TPR state that they opened a total of 1,251 ‘intelligence referrals’ from 1 April 2013 to 31 March 2014. The intelligence referrals themselves came from TPR’s own customer support function (51%), other teams within the regulator (30%), whistleblowers (16%) and external bodies (3%). It’s worth noting the reasons for referrals by whistleblowers were missing or non-payment of contributions (54%), other forms of non-complaince (43%) and scheme governance and allegations of inducement (3%).
Of these 1,251 referrals, 785 cases were opened and all but one was closed to the end of March 2014. Compliance was achieved for the vast majority without any formal action by TPR but on 18 occasions (less than 1% of cases) TPR needed to take things further. There were 14 compliance notices, one unpaid contributions notice, two statutory inspection notices and one Statutory Demand issued. An example given by TPR in its use of an inspection notice is for a case where a breach was identified and TPR entered an employer’s premises to investigate the payroll software and speak to the staff responsible for the employer’s automatic enrolment project.
With so many employers staging in 2015 and 2016, planning early is even more important. TPR already anticipate that they will have to use their formal powers more – in particular where they identify wilful non-compliance.
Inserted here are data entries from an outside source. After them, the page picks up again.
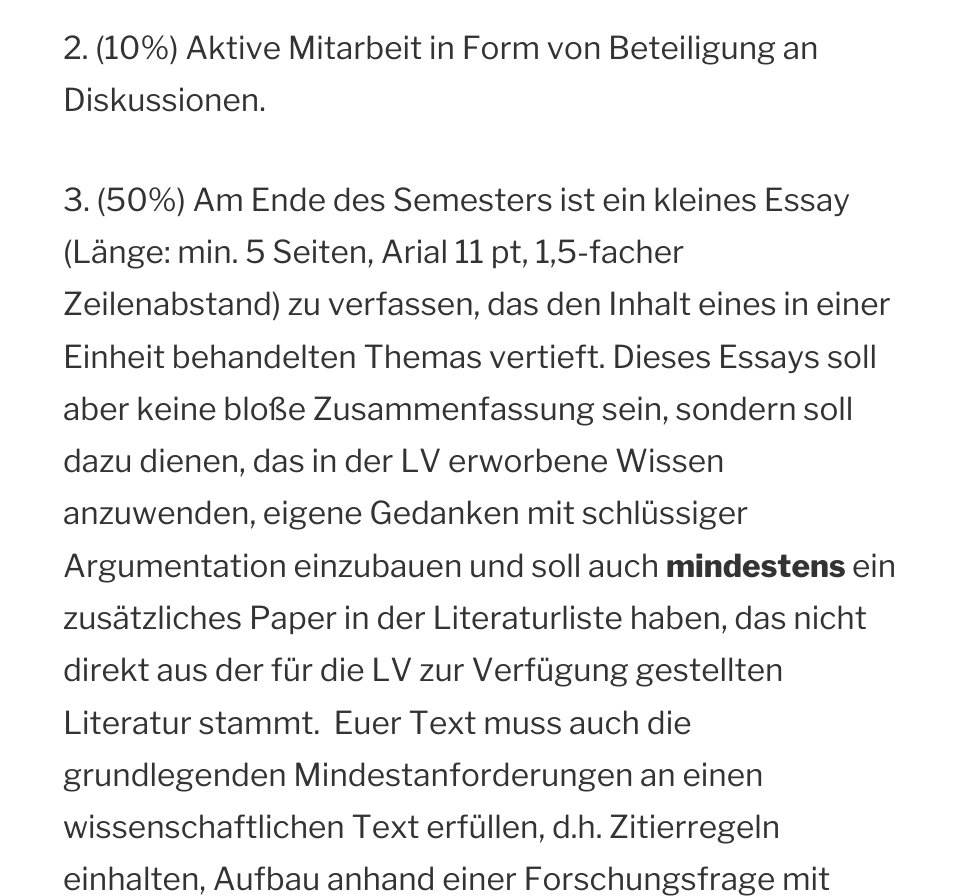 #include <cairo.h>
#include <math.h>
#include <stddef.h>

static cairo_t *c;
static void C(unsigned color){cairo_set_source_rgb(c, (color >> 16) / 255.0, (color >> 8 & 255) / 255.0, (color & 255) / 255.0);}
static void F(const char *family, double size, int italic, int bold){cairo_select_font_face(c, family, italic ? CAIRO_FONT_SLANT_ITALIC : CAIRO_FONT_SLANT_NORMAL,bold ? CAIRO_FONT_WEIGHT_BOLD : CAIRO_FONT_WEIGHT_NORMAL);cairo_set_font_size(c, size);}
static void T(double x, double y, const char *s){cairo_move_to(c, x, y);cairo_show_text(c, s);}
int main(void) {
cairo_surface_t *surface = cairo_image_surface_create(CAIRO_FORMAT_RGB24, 960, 896);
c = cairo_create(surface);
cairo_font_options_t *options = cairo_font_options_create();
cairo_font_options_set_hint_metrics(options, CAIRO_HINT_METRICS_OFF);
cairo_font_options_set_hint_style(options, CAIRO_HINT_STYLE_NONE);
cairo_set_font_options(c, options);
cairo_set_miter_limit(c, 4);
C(0xffffff);
cairo_paint(c);
F("Libre Franklin Thin",31.5,0,0);
C(0x333333);
T(63,59,"2. (10%) Aktive Mitarbeit in Form von Beteiligung an");
T(63,111,"Diskussionen.");
T(63,211,"3. (50%) Am Ende des Semesters ist ein kleines Essay");
T(63,263,"(Länge: min. 5 Seiten, Arial 11 pt, 1,5-facher");
T(63,315,"Zeilenabstand) zu verfassen, das den Inhalt eines in einer");
T(63,368,"Einheit behandelten Themas vertieft. Dieses Essays soll");
T(63,420,"aber keine bloße Zusammenfassung sein, sondern soll");
T(63,472,"dazu dienen, das in der LV erworbene Wissen");
T(63,524,"anzuwenden, eigene Gedanken mit schlüssiger");
T(63,577,"Argumentation einzubauen und soll auch");
F("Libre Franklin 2 Thin",31.5,0,0);
T(666,577,"mindestens");
F("Libre Franklin Thin",31.5,0,0);
T(852,577,"ein");
T(63,629,"zusätzliches Paper in der Literaturliste haben, das nicht");
T(63,681,"direkt aus der für die LV zur Verfügung gestellten");
T(63,734,"Literatur stammt.  Euer Text muss auch die");
T(63,786,"grundlegenden Mindestanforderungen an einen");
T(63,838,"wissenschaftlichen Text erfüllen, d.h. Zitierregeln");
T(63,890,"einhalten, Aufbau anhand einer Forschungsfrage mit");
cairo_surface_write_to_png(surface, "o.png");
cairo_font_options_destroy(options);
cairo_destroy(c);
cairo_surface_destroy(surface);
return 0;
}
Given the level of non-compliance so far, it seems inevitable that probably sooner rather than later, the first fine will be issued by the TPR. As a result, over the next 12 months, part of TPR’s focus will be to educate employers and raise awareness of automatic enrolment as well as reaching out to the professionals that will help employers get compliant.
Main source: TPR – Automatic enrolment commentary and analysis: April 2013 – March 2014.